Your task | Retype exactly the lines that run from the start of the data to the line holding "middle pip: (496, 218)", including both, and only those.

Data shown |
>>>

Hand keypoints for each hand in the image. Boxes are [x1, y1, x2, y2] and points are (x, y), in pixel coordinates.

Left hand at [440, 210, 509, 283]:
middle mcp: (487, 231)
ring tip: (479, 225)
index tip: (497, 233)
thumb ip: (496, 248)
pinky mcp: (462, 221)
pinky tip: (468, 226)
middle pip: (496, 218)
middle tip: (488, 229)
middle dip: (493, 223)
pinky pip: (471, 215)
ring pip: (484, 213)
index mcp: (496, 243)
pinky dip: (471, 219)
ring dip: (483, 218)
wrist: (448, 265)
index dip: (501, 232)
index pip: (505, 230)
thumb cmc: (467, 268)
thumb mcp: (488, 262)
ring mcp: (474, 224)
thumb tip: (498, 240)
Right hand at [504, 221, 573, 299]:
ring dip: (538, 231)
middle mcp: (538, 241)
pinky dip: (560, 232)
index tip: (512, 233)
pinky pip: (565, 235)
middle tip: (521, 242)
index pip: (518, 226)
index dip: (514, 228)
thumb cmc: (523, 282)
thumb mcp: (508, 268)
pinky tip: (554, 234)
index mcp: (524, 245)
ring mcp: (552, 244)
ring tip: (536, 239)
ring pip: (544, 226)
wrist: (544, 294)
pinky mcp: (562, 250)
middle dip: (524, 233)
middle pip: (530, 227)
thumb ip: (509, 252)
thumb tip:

<<<

Solution for this task |
Hand keypoints for each hand in the image. Boxes are [x1, y1, x2, y2] and points are (x, y), in pixel coordinates.

Left hand at [440, 210, 509, 283]:
middle mcp: (487, 231)
ring tip: (479, 225)
index tip: (497, 233)
thumb ip: (496, 248)
pinky mcp: (462, 221)
pinky tip: (468, 226)
middle pip: (496, 218)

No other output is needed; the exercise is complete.